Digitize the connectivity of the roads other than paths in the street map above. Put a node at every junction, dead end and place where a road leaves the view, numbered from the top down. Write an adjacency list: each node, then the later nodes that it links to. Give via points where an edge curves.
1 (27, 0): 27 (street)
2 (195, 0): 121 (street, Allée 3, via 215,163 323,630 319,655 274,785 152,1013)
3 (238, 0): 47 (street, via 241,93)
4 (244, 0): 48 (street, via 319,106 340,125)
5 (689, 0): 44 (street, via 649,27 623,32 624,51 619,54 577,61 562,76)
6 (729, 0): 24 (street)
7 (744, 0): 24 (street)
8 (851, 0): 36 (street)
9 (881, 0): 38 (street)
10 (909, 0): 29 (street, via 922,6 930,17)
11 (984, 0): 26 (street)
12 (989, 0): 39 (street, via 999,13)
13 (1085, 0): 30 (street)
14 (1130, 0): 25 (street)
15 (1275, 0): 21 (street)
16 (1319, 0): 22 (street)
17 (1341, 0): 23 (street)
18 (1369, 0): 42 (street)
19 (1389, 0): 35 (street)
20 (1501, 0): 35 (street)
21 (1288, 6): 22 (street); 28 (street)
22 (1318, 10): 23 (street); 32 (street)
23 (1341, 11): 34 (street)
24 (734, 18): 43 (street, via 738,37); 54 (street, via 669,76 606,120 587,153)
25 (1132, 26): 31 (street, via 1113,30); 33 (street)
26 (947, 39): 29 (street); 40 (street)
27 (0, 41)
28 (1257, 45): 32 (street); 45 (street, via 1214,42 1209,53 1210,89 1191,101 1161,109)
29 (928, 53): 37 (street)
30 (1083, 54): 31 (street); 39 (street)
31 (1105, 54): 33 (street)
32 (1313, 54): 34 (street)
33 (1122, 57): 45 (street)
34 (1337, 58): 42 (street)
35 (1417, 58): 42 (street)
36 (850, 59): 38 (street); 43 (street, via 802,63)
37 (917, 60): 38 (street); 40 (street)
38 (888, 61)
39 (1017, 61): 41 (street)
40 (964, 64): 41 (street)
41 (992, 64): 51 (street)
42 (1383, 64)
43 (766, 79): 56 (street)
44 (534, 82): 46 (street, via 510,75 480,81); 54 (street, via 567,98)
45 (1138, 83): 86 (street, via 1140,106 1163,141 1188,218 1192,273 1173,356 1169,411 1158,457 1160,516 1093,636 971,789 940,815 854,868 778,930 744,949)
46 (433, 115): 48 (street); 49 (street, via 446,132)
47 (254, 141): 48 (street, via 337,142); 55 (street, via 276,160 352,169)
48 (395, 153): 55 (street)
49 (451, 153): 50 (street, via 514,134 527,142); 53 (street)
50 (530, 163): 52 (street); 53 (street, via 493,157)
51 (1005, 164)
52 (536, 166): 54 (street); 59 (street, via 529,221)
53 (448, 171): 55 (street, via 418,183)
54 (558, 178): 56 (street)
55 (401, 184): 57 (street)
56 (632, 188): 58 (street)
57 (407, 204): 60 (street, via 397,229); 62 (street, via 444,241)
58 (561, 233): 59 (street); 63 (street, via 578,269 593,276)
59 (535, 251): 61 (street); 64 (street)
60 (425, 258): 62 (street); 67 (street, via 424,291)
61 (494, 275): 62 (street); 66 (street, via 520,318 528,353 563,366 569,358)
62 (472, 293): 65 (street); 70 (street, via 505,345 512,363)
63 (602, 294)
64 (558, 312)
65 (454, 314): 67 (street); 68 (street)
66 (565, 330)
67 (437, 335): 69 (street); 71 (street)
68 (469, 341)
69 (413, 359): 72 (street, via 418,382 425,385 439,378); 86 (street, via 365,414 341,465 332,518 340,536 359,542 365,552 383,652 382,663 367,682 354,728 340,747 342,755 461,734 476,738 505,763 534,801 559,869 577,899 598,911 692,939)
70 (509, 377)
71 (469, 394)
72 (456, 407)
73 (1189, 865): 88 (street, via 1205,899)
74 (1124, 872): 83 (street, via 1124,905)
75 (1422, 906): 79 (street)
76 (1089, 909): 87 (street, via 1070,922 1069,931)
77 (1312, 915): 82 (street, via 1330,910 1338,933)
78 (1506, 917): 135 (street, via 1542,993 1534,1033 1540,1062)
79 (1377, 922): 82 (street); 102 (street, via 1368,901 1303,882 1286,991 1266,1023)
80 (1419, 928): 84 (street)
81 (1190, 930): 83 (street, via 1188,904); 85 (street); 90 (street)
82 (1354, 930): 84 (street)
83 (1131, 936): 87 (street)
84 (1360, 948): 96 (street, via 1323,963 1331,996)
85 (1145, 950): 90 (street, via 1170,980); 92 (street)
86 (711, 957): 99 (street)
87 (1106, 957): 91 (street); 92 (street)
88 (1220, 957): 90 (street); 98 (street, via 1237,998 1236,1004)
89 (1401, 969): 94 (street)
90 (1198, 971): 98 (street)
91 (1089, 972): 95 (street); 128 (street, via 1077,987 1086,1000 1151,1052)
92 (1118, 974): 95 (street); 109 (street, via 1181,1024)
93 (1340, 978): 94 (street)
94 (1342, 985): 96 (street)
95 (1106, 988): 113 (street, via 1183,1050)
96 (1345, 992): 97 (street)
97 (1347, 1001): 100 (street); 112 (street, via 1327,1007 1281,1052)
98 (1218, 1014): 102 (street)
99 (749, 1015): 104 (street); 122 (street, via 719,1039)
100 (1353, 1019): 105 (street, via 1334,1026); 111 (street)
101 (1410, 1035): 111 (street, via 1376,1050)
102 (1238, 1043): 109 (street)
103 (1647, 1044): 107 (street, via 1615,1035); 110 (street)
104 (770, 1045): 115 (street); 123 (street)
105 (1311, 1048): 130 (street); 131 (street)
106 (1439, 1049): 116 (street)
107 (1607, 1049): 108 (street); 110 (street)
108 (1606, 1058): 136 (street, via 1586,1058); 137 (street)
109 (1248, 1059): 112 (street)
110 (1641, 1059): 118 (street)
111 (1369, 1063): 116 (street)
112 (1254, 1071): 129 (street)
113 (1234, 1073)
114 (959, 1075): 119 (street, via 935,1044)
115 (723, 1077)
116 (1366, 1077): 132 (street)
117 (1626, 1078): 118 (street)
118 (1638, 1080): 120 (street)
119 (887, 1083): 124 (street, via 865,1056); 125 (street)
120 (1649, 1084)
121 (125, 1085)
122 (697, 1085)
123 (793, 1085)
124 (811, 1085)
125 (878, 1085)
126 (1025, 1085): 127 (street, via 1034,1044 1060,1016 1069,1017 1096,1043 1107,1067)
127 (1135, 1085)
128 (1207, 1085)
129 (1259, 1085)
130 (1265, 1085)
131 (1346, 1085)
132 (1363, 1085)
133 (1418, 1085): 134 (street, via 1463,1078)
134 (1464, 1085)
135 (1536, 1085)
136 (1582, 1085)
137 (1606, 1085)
********
_WHAT TO WORK ON_
Set down the material above again, word for word.

_TASK OUTPUT_
Digitize the connectivity of the roads other than paths in the street map above. Put a node at every junction, dead end and place where a road leaves the view, numbered from the top down. Write an adjacency list: each node, then the later nodes that it links to. Give via points where an edge curves.
1 (27, 0): 27 (street)
2 (195, 0): 121 (street, Allée 3, via 215,163 323,630 319,655 274,785 152,1013)
3 (238, 0): 47 (street, via 241,93)
4 (244, 0): 48 (street, via 319,106 340,125)
5 (689, 0): 44 (street, via 649,27 623,32 624,51 619,54 577,61 562,76)
6 (729, 0): 24 (street)
7 (744, 0): 24 (street)
8 (851, 0): 36 (street)
9 (881, 0): 38 (street)
10 (909, 0): 29 (street, via 922,6 930,17)
11 (984, 0): 26 (street)
12 (989, 0): 39 (street, via 999,13)
13 (1085, 0): 30 (street)
14 (1130, 0): 25 (street)
15 (1275, 0): 21 (street)
16 (1319, 0): 22 (street)
17 (1341, 0): 23 (street)
18 (1369, 0): 42 (street)
19 (1389, 0): 35 (street)
20 (1501, 0): 35 (street)
21 (1288, 6): 22 (street); 28 (street)
22 (1318, 10): 23 (street); 32 (street)
23 (1341, 11): 34 (street)
24 (734, 18): 43 (street, via 738,37); 54 (street, via 669,76 606,120 587,153)
25 (1132, 26): 31 (street, via 1113,30); 33 (street)
26 (947, 39): 29 (street); 40 (street)
27 (0, 41)
28 (1257, 45): 32 (street); 45 (street, via 1214,42 1209,53 1210,89 1191,101 1161,109)
29 (928, 53): 37 (street)
30 (1083, 54): 31 (street); 39 (street)
31 (1105, 54): 33 (street)
32 (1313, 54): 34 (street)
33 (1122, 57): 45 (street)
34 (1337, 58): 42 (street)
35 (1417, 58): 42 (street)
36 (850, 59): 38 (street); 43 (street, via 802,63)
37 (917, 60): 38 (street); 40 (street)
38 (888, 61)
39 (1017, 61): 41 (street)
40 (964, 64): 41 (street)
41 (992, 64): 51 (street)
42 (1383, 64)
43 (766, 79): 56 (street)
44 (534, 82): 46 (street, via 510,75 480,81); 54 (street, via 567,98)
45 (1138, 83): 86 (street, via 1140,106 1163,141 1188,218 1192,273 1173,356 1169,411 1158,457 1160,516 1093,636 971,789 940,815 854,868 778,930 744,949)
46 (433, 115): 48 (street); 49 (street, via 446,132)
47 (254, 141): 48 (street, via 337,142); 55 (street, via 276,160 352,169)
48 (395, 153): 55 (street)
49 (451, 153): 50 (street, via 514,134 527,142); 53 (street)
50 (530, 163): 52 (street); 53 (street, via 493,157)
51 (1005, 164)
52 (536, 166): 54 (street); 59 (street, via 529,221)
53 (448, 171): 55 (street, via 418,183)
54 (558, 178): 56 (street)
55 (401, 184): 57 (street)
56 (632, 188): 58 (street)
57 (407, 204): 60 (street, via 397,229); 62 (street, via 444,241)
58 (561, 233): 59 (street); 63 (street, via 578,269 593,276)
59 (535, 251): 61 (street); 64 (street)
60 (425, 258): 62 (street); 67 (street, via 424,291)
61 (494, 275): 62 (street); 66 (street, via 520,318 528,353 563,366 569,358)
62 (472, 293): 65 (street); 70 (street, via 505,345 512,363)
63 (602, 294)
64 (558, 312)
65 (454, 314): 67 (street); 68 (street)
66 (565, 330)
67 (437, 335): 69 (street); 71 (street)
68 (469, 341)
69 (413, 359): 72 (street, via 418,382 425,385 439,378); 86 (street, via 365,414 341,465 332,518 340,536 359,542 365,552 383,652 382,663 367,682 354,728 340,747 342,755 461,734 476,738 505,763 534,801 559,869 577,899 598,911 692,939)
70 (509, 377)
71 (469, 394)
72 (456, 407)
73 (1189, 865): 88 (street, via 1205,899)
74 (1124, 872): 83 (street, via 1124,905)
75 (1422, 906): 79 (street)
76 (1089, 909): 87 (street, via 1070,922 1069,931)
77 (1312, 915): 82 (street, via 1330,910 1338,933)
78 (1506, 917): 135 (street, via 1542,993 1534,1033 1540,1062)
79 (1377, 922): 82 (street); 102 (street, via 1368,901 1303,882 1286,991 1266,1023)
80 (1419, 928): 84 (street)
81 (1190, 930): 83 (street, via 1188,904); 85 (street); 90 (street)
82 (1354, 930): 84 (street)
83 (1131, 936): 87 (street)
84 (1360, 948): 96 (street, via 1323,963 1331,996)
85 (1145, 950): 90 (street, via 1170,980); 92 (street)
86 (711, 957): 99 (street)
87 (1106, 957): 91 (street); 92 (street)
88 (1220, 957): 90 (street); 98 (street, via 1237,998 1236,1004)
89 (1401, 969): 94 (street)
90 (1198, 971): 98 (street)
91 (1089, 972): 95 (street); 128 (street, via 1077,987 1086,1000 1151,1052)
92 (1118, 974): 95 (street); 109 (street, via 1181,1024)
93 (1340, 978): 94 (street)
94 (1342, 985): 96 (street)
95 (1106, 988): 113 (street, via 1183,1050)
96 (1345, 992): 97 (street)
97 (1347, 1001): 100 (street); 112 (street, via 1327,1007 1281,1052)
98 (1218, 1014): 102 (street)
99 (749, 1015): 104 (street); 122 (street, via 719,1039)
100 (1353, 1019): 105 (street, via 1334,1026); 111 (street)
101 (1410, 1035): 111 (street, via 1376,1050)
102 (1238, 1043): 109 (street)
103 (1647, 1044): 107 (street, via 1615,1035); 110 (street)
104 (770, 1045): 115 (street); 123 (street)
105 (1311, 1048): 130 (street); 131 (street)
106 (1439, 1049): 116 (street)
107 (1607, 1049): 108 (street); 110 (street)
108 (1606, 1058): 136 (street, via 1586,1058); 137 (street)
109 (1248, 1059): 112 (street)
110 (1641, 1059): 118 (street)
111 (1369, 1063): 116 (street)
112 (1254, 1071): 129 (street)
113 (1234, 1073)
114 (959, 1075): 119 (street, via 935,1044)
115 (723, 1077)
116 (1366, 1077): 132 (street)
117 (1626, 1078): 118 (street)
118 (1638, 1080): 120 (street)
119 (887, 1083): 124 (street, via 865,1056); 125 (street)
120 (1649, 1084)
121 (125, 1085)
122 (697, 1085)
123 (793, 1085)
124 (811, 1085)
125 (878, 1085)
126 (1025, 1085): 127 (street, via 1034,1044 1060,1016 1069,1017 1096,1043 1107,1067)
127 (1135, 1085)
128 (1207, 1085)
129 (1259, 1085)
130 (1265, 1085)
131 (1346, 1085)
132 (1363, 1085)
133 (1418, 1085): 134 (street, via 1463,1078)
134 (1464, 1085)
135 (1536, 1085)
136 (1582, 1085)
137 (1606, 1085)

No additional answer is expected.